危機管理

松下電工製のマッサージいすで発煙、発火事故が起きたそうです。
幸いけが人などはいなかったようですが、事故に遭われた方はきっと驚かれたでしょうね。

その製品名が「リアルプロ」だけに、この機に乗じて商売敵(!?)の揚げ足を取るのかというと、そうではありません。
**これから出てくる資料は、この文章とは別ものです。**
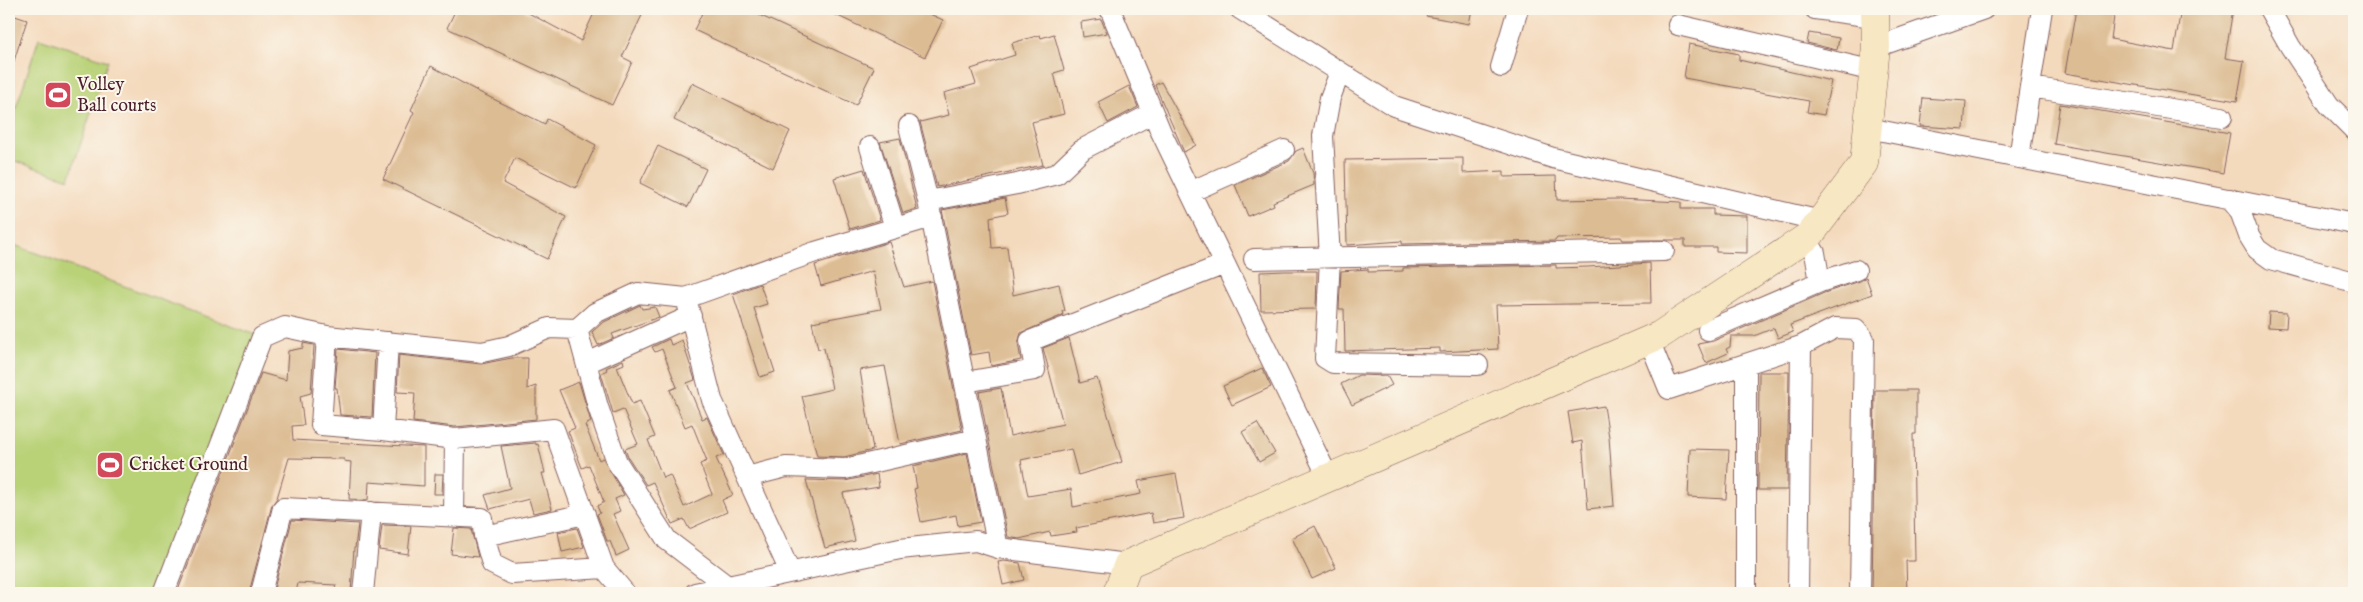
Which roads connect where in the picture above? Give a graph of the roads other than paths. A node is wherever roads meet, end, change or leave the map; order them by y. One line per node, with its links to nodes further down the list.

当院では物理療法は行っていませんが、危機管理という面では他人事ではないのです。


「私、薬が嫌いなんです」という患者さんが時々いらっしゃいます。
恐らくその方の中では、

   薬=身体に良くない=NG、
   徒手療法=自然治癒力を引き出す=安全=OK

という図式があり、だから徒手療法を評価しています、という意味合いも含んでいて、我々にとっては大変ありがたい患者さんだとも思うのですが、

私は100%安全な治療法など存在しないと思っています。

薬であろうと徒手であろうと、どんな療法であろうと(アロマ,音楽等も)、人の身体をある状態からある状態へ変える、つまり身体の中で何らかの生化学的、電気的、構造的変化が起こる事を期待して行うわけですから、大なり小なりリスクは生じ、それに伴って危機管理も必要になります。それが表向き、どんなに当たりの柔らかい名前(癒し,ソフト~など)が付いていたとしても。

最終的に携わる人間の意識の問題だと思います。
飲酒運転と同じで「オレ(この療法)に限って…」が一番危ないと思います。

スタントマンの友人曰く、

「落っこち(=高い所から飛び降りるスタント)とか、見てる人に“よう恐くないなぁ”って言われんねんけど、そんなもん恐いに決まってるやろ(笑)!
恐いから仕事できんねん。恐なかったらただの趣味や。
恐怖心を使って冷静に自分や周りの人間の安全性を計算した上で、最高のパフォーマンスを魅せるのがホンマのプロや」

…ええこと言います(感心)。




「その行為の結果がどう出るか,よかれあしかれ,そのところがはっきりと見きわめられるようになるまでは,そなたは石ころひとつ,砂粒ひとつ変えてはならん。

宇宙には均衡,つまり,つりあいというものがあってな,ものの姿を変えたり,何かを呼び出したりといった魔法使いのしわざは,その宇宙の均衡を揺るがすことにもなるんじゃ。

~わしらはまず何事もよく知らねばならん。